**WORK INSTRUCTIONS:** Report each line of the entries that includes "Petapa" by copying it.
(EXCERPTED RECORDS)
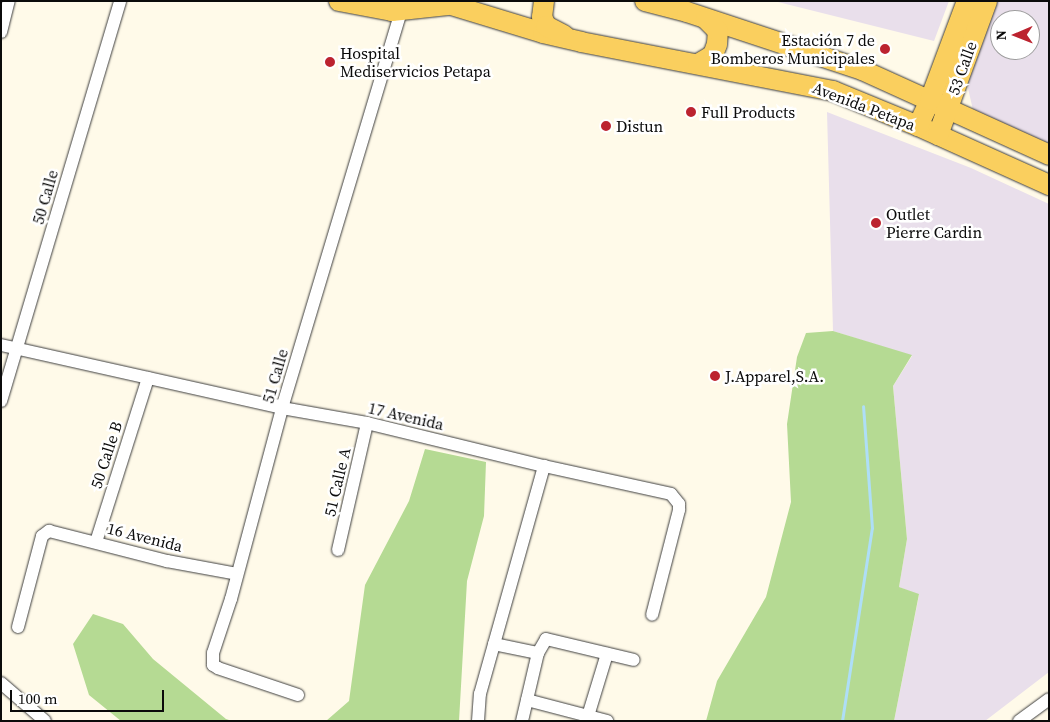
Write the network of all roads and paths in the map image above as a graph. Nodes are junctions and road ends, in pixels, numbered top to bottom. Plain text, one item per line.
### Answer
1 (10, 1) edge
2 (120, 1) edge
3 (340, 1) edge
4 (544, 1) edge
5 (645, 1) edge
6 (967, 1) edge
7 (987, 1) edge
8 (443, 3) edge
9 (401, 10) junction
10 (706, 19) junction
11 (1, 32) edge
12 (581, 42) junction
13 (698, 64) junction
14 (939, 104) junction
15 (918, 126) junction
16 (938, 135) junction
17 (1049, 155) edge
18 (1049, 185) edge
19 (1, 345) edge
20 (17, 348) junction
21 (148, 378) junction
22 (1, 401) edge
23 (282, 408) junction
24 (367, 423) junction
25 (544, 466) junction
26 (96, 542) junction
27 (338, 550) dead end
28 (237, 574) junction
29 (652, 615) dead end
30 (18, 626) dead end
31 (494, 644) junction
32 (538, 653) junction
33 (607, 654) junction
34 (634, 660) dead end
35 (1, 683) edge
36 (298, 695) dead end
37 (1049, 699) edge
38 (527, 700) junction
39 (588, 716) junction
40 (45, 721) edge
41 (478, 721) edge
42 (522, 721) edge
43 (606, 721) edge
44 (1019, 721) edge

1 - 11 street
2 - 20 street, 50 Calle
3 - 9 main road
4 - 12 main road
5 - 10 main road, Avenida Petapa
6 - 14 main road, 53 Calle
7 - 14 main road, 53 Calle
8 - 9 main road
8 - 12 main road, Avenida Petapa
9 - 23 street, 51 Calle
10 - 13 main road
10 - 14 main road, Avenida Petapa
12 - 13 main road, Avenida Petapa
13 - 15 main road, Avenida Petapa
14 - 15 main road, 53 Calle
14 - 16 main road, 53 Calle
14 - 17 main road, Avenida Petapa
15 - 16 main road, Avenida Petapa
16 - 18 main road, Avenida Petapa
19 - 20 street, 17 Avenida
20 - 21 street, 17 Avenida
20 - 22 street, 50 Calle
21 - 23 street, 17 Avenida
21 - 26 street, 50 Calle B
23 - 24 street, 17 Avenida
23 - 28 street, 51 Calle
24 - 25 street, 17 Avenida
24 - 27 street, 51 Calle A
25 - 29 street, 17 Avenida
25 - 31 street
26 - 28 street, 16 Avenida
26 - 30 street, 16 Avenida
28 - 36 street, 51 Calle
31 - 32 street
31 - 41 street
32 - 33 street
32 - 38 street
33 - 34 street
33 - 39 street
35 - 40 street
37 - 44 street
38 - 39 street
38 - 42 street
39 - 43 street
(End EXCERPTED RECORDS)
**RESULT OF THE TASK:**
5 - 10 main road, Avenida Petapa
8 - 12 main road, Avenida Petapa
10 - 14 main road, Avenida Petapa
12 - 13 main road, Avenida Petapa
13 - 15 main road, Avenida Petapa
14 - 17 main road, Avenida Petapa
15 - 16 main road, Avenida Petapa
16 - 18 main road, Avenida Petapa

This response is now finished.